On Jan 7, police in the port city of Chittagong said they had fired shotguns to break up a rally of up to 60 opposition members who had blocked a road using burning tyres, adding that no one was injured.
The election commission said nearly 700,000 police officers and reservists had been deployed to keep order during the vote, along with nearly 100,000 members of the armed forces.
Politics in the world’s eighth-most populous country was long dominated by the rivalry between Ms Hasina, the daughter of the country’s founding leader, and two-time premier Khaleda Zia, wife of a former military ruler.
Ms Hasina has been the decisive victor since returning to power in a 2009 landslide, with two subsequent polls accompanied by widespread irregularities and accusations of rigging.
Zia, 78, was convicted of graft in 2018 and is now in ailing health at a hospital in the capital Dhaka, with her son, Mr Rahman, helming the BNP in her stead from exile in London. Mr Rahman told AFP that his party, along with dozens of others, had refused to participate in the “sham election”.
Ms Hasina accused the BNP of arson and sabotage during the 2023 protest campaign, which was mostly peaceful but saw several people killed in police confrontations.
Her government’s security forces have long been dogged by allegations of excessive use of force – charges it denies.
The United States, the biggest export market for the South Asian nation of 170 million, has imposed sanctions on an elite police unit and its top commanders.

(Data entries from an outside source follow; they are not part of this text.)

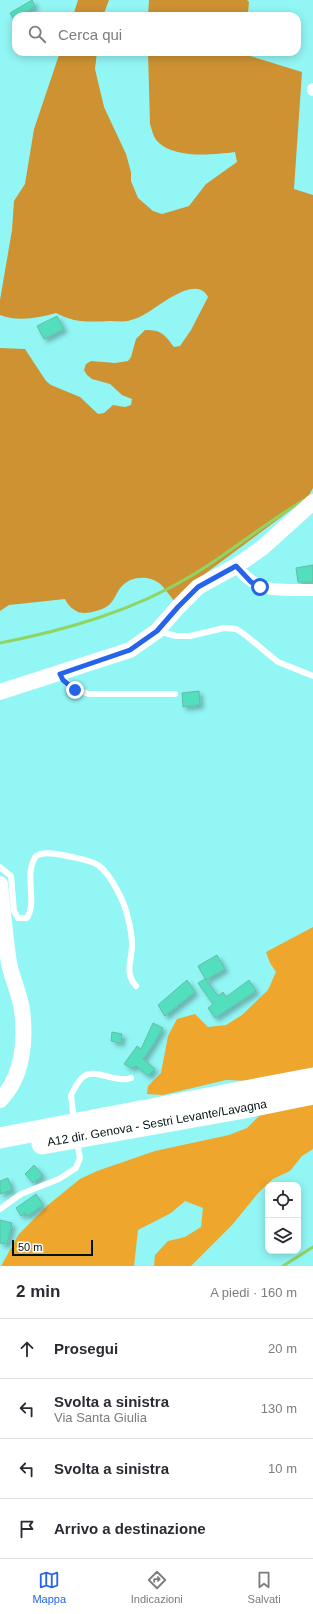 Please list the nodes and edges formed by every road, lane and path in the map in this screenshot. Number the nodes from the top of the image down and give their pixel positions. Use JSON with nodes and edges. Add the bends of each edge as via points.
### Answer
{"nodes":[{"id":1,"x":313,"y":502,"type":"edge"},
{"id":2,"x":236,"y":566,"type":"junction"},
{"id":3,"x":313,"y":590,"type":"edge"},
{"id":4,"x":157,"y":631,"type":"junction"},
{"id":5,"x":60,"y":674,"type":"junction"},
{"id":6,"x":313,"y":676,"type":"edge"},
{"id":7,"x":0,"y":692,"type":"edge"},
{"id":8,"x":175,"y":694,"type":"dead end"},
{"id":9,"x":0,"y":867,"type":"edge"},
{"id":10,"x":0,"y":884,"type":"edge"},
{"id":11,"x":136,"y":986,"type":"dead end"},
{"id":12,"x":131,"y":1078,"type":"dead end"},
{"id":13,"x":313,"y":1078,"type":"edge"},
{"id":14,"x":313,"y":1094,"type":"edge"},
{"id":15,"x":0,"y":1100,"type":"edge"},
{"id":16,"x":243,"y":1100,"type":"junction"},
{"id":17,"x":0,"y":1138,"type":"edge"},
{"id":18,"x":0,"y":1152,"type":"edge"},
{"id":19,"x":0,"y":1209,"type":"edge"}],
"edges":[{"from":1,"to":2,"type":"street","via":[[262,548]]},
{"from":2,"to":3,"type":"street","via":[[251,582],[260,587]]},
{"from":2,"to":4,"type":"street","via":[[198,587]]},
{"from":4,"to":5,"type":"street","via":[[130,650]]},
{"from":4,"to":6,"type":"lane","via":[[176,636],[190,636],[224,628],[236,629],[278,662]]},
{"from":5,"to":7,"type":"street"},
{"from":5,"to":8,"type":"lane","via":[[75,690],[89,694]]},
{"from":9,"to":11,"type":"lane","via":[[11,876],[14,911],[18,918],[22,919],[27,918],[31,910],[30,868],[36,856],[44,853],[61,855],[89,861],[99,866],[121,897],[128,917],[132,945],[129,971],[130,979]]},
{"from":10,"to":15,"type":"street","via":[[9,963],[22,1010],[23,1045],[18,1071],[7,1093]]},
{"from":12,"to":19,"type":"lane","via":[[124,1081],[90,1072],[84,1076],[71,1095],[80,1158],[76,1168],[59,1179],[21,1194]]},
{"from":13,"to":16,"type":"highway"},
{"from":14,"to":16,"type":"highway","name":"A12 dir. Genova - Sestri Levante/Lavagna"},
{"from":16,"to":17,"type":"highway"},
{"from":16,"to":18,"type":"highway","name":"A12 dir. Genova - Sestri Levante/Lavagna"}]}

Economic headwinds have left many dissatisfied with Ms Hasina’s government, after sharp spikes in food costs and months of chronic blackouts in 2022.
Wage stagnation in the garment sector, which accounts for around 85 per cent of the country’s US$55 billion (S$73 billion) in annual exports, sparked industrial unrest late in 2023 that saw some factories torched and hundreds more shuttered.
Mr Pierre Prakash of the International Crisis Group said Ms Hasina’s government was clearly “less popular than it was a few years ago, yet Bangladeshis have little real outlet at the ballot box”.